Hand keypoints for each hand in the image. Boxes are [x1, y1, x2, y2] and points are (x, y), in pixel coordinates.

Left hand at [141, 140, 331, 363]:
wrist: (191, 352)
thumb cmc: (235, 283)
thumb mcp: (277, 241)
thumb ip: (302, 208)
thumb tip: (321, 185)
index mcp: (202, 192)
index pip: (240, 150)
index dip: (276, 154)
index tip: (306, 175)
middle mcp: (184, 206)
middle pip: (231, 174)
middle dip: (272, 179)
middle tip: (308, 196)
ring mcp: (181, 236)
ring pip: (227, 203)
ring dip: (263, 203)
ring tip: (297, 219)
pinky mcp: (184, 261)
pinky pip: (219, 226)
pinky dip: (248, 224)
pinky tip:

+ + + + +

What the task asks => Every line above with the word "pinky" is to be copied out.

Answer section =>
pinky mcp: (184, 261)
pinky pip: (219, 226)
pinky dip: (248, 224)
pinky tip:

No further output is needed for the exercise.